UV-Laser Photochemistry of Isoxazole Isolated in a Low-Temperature Matrix

• Published in: Journal of organic chemistry Vol. 77; no. 19; pp. 8723 - 8732
• Main Authors: Nunes, Cláudio M, Reva, Igor, Pinho e Melo, Teresa M. V. D, Fausto, Rui
• Format: Journal Article
• Language: English
• Published: Washington, DC American Chemical Society 05.10.2012
• Subjects: Chemistry; Exact sciences and technology; General and physical chemistry; Heterocyclic compounds; Heterocyclic compounds with n hetero atom and also o and/or s, se, te hetero atoms; Heterocyclic compounds with only one n hetero atom and condensed derivatives; Kinetics and mechanisms; Organic chemistry; Photochemistry; Physical chemistry of induced reactions (with radiations, particles and ultrasonics); Preparations and properties; Reactivity and mechanisms; Nitrile; Isoxazole derivatives; Nitrogen heterocycle; Photoisomerization; Isomerization; Theoretical study; Decomposition; Tautomerism; Photochemical reaction; Aldehyde; Ketenes; Infrared spectrometry; Hydrogen cyanides; Ultraviolet radiation; Photolysis; Laser; Irradiation; Reaction mechanism; Spectrophotometry; Moller Plesset partition; Low temperature; Oxygen nitrogen heterocycle; Photochemistry
• ISSN: 0022-3263; 1520-6904
• DOI: 10.1021/jo301699z

The photochemistry of matrix-isolated isoxazole, induced by narrowband tunable UV-light, was investigated by infrared spectroscopy, with the aid of MP2/6-311++G(d,p) calculations. The isoxazole photoreaction starts to occur upon irradiation at λ = 240 nm, with the dominant pathway involving decomposition to ketene and hydrogen cyanide.
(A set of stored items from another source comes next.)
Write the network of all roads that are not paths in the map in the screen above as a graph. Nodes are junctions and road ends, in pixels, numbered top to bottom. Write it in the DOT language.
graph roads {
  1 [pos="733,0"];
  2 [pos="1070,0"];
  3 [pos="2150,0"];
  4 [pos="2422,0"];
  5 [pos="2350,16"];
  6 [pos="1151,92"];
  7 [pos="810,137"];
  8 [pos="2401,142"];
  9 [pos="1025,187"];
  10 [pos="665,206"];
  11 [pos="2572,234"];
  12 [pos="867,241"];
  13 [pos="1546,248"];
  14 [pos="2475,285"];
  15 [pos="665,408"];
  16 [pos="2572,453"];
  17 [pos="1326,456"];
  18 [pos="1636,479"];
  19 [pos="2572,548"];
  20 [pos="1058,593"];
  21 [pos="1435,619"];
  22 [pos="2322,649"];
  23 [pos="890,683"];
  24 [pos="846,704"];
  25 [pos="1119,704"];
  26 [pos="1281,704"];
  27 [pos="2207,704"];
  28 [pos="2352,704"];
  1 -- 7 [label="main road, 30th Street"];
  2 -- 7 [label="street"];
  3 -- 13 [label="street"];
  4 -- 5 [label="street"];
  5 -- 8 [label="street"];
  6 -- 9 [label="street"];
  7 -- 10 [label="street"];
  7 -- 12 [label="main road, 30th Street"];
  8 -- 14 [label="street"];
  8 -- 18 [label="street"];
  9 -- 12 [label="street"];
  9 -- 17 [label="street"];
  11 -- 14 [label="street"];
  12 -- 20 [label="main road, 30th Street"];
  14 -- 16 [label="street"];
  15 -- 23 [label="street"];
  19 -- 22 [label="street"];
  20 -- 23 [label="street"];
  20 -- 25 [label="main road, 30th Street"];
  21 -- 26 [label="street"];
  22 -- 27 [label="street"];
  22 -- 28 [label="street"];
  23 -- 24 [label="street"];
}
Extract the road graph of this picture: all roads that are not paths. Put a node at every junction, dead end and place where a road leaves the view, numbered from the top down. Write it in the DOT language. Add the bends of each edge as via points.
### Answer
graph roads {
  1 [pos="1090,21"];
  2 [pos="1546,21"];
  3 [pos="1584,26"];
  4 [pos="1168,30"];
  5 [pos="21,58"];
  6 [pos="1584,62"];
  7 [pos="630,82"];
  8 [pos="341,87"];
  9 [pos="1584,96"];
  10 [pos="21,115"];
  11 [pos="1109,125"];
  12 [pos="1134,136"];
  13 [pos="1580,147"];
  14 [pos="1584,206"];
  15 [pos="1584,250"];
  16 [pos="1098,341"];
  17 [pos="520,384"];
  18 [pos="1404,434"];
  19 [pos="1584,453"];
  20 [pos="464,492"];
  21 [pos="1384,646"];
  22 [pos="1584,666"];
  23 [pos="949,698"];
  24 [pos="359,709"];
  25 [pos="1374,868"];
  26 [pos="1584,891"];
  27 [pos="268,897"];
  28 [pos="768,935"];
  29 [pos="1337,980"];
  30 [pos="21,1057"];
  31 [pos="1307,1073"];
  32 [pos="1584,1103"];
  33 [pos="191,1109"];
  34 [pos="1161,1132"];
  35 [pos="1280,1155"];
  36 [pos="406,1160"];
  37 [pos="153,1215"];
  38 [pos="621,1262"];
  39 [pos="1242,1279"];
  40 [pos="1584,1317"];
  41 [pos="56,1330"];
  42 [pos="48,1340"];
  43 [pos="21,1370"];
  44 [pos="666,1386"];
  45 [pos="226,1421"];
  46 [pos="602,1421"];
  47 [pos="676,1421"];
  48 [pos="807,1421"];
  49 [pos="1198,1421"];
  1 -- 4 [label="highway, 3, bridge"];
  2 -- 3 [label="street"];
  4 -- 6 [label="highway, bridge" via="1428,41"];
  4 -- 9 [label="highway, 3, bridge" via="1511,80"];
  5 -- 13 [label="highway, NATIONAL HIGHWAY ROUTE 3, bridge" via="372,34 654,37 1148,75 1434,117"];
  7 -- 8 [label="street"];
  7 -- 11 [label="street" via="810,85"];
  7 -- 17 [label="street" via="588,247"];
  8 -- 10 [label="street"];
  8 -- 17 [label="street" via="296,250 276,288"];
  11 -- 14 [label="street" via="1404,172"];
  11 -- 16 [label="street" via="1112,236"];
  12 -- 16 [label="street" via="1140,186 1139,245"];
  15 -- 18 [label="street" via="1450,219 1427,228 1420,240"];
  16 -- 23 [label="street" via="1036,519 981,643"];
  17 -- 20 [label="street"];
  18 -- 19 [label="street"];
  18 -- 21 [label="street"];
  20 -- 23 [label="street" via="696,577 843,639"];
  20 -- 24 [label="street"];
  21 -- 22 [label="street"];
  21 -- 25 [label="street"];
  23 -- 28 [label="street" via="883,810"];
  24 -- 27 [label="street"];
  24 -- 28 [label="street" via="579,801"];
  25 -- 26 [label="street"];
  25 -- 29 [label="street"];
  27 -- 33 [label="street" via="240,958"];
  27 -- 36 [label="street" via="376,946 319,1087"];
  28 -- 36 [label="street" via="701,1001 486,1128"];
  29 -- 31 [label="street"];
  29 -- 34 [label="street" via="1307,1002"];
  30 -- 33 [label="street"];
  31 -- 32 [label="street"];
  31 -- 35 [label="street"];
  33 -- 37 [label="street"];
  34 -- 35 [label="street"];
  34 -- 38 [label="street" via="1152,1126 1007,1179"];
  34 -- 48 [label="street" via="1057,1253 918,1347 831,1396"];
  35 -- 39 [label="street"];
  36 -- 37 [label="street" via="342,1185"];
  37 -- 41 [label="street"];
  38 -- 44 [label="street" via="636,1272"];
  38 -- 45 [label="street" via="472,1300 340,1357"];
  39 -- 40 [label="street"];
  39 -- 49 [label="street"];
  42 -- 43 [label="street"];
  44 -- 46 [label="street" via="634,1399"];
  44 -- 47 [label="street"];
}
However, upon irradiation at λ = 221 nm, in addition to this decomposition, isoxazole was also found to isomerize into several products: 2-formyl-2H-azirine, 3-formylketen­imine, 3-hydroxypropenenitrile, imidoylketene, and 3-oxopropanenitrile. The structural and spectroscopic assignment of the different photoisomerization products was achieved by additional irradiation of the λ = 221 nm photolyzed matrix, using UV-light with λ ≥ 240 nm: (i) irradiation in the 330 ≤ λ ≤ 340 nm range induced direct transformation of 2-formyl-2H-azirine into 3‑formylketenimine; (ii) irradiation with 310 ≤ λ ≤ 318 nm light induced the hitherto unobserved transformation of 3‑formylketenimine into 3-hydroxypropenenitrile and imidoylketene; (iii) irradiation with λ = 280 nm light permits direct identification of 3-oxopropanenitrile; (iv) under λ = 240 nm irradiation, tautomerization of 3-hydroxypropenenitrile to 3‑oxopropanenitrile is observed. On the basis of these findings, a detailed mechanistic proposal for isoxazole photochemistry is presented.